-- Work instruction --
Every line with the string "function" should be copied from the data.

-- Collected data --
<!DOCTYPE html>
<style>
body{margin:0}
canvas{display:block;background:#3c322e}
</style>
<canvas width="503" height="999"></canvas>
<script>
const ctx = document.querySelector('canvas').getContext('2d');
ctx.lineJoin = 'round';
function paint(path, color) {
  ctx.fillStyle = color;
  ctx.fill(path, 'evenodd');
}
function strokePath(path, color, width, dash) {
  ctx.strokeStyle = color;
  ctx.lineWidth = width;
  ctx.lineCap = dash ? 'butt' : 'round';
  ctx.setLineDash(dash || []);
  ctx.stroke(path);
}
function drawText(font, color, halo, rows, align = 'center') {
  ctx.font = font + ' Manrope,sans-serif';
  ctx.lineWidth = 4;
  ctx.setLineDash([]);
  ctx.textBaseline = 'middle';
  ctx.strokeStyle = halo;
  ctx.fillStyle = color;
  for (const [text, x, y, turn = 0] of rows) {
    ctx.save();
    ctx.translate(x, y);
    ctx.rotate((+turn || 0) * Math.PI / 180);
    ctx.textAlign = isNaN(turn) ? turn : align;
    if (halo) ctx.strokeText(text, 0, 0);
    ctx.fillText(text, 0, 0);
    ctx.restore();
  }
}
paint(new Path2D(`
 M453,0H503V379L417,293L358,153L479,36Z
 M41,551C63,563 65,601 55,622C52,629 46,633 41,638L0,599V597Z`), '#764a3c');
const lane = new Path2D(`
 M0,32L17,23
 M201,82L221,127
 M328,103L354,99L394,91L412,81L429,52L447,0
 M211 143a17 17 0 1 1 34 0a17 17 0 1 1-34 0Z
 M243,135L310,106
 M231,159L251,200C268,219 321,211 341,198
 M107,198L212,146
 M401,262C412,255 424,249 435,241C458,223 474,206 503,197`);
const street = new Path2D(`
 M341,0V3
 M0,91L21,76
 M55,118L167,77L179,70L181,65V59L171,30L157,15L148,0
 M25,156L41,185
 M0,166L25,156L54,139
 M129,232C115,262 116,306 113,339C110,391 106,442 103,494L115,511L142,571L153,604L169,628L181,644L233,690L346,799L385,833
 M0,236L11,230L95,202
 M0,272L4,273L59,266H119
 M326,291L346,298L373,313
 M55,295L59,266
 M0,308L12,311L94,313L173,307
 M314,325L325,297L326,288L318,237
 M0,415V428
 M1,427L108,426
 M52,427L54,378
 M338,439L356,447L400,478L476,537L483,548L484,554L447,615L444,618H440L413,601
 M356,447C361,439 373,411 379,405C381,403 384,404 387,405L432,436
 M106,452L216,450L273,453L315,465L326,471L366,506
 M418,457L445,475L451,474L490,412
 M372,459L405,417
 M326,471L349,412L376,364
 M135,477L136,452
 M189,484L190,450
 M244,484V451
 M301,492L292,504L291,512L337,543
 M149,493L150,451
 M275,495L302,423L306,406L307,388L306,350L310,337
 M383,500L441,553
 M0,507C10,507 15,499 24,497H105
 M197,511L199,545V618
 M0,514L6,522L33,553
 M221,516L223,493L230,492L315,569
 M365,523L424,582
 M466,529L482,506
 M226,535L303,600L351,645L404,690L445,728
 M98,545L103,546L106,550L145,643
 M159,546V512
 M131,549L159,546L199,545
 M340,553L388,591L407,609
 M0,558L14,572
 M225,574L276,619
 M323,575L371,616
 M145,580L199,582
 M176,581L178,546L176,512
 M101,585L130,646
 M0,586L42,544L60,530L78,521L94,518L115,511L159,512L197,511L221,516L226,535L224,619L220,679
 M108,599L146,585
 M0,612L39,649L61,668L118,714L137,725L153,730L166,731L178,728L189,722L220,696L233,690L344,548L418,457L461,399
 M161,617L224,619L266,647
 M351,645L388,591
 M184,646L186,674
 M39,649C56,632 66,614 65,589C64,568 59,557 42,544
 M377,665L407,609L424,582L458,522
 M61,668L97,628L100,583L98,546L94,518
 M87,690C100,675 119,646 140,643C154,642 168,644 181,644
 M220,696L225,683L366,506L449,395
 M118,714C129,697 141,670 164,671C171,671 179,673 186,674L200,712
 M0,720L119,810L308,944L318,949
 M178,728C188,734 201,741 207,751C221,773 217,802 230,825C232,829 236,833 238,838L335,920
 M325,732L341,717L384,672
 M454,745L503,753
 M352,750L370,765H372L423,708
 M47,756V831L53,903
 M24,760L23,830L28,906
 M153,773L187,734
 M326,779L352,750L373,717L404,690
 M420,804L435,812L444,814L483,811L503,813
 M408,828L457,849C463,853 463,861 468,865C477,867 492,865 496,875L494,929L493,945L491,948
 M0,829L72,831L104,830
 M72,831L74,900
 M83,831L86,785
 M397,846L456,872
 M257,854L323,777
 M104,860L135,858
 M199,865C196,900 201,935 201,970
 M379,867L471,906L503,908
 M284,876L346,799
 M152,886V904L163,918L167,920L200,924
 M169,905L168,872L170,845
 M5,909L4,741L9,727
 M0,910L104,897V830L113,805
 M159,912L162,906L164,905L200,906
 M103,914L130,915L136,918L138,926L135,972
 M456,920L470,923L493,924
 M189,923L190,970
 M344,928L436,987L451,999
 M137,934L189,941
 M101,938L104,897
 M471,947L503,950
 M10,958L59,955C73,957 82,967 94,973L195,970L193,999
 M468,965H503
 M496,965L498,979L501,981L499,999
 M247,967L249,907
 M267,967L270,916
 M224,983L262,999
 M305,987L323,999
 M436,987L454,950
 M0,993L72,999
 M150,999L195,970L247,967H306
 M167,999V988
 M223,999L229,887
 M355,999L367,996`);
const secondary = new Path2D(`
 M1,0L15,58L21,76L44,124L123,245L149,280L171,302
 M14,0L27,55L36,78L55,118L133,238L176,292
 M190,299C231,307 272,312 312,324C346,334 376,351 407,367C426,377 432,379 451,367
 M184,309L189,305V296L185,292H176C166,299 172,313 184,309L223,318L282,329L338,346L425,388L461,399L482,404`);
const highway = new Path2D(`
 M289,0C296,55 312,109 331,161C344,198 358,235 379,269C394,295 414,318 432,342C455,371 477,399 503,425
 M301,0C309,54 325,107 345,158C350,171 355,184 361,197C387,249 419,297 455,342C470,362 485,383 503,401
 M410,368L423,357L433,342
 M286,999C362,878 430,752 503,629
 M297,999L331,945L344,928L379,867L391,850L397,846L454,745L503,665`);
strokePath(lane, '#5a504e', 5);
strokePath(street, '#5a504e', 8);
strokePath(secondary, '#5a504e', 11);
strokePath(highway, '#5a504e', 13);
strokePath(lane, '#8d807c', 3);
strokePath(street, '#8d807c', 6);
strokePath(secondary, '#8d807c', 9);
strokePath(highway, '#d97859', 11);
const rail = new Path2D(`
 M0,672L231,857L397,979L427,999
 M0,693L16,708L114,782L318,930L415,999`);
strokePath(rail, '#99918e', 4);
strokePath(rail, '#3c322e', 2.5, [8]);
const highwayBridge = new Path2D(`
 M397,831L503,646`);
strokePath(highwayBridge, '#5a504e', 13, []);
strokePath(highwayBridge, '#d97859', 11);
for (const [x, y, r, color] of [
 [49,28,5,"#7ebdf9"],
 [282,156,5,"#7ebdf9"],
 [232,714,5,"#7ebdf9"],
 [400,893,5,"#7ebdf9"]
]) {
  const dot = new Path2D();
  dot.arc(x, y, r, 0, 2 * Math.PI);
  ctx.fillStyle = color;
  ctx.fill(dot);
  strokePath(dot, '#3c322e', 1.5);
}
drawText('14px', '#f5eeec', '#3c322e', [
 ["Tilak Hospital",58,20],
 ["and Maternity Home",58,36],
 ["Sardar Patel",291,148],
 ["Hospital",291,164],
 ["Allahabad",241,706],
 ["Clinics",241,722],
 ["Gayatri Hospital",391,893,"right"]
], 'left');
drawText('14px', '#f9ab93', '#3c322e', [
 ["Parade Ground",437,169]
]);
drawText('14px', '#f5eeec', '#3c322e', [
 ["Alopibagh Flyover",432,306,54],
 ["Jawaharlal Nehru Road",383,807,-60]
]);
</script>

-- Answer to the exercise --
function paint(path, color) {
function strokePath(path, color, width, dash) {
function drawText(font, color, halo, rows, align = 'center') {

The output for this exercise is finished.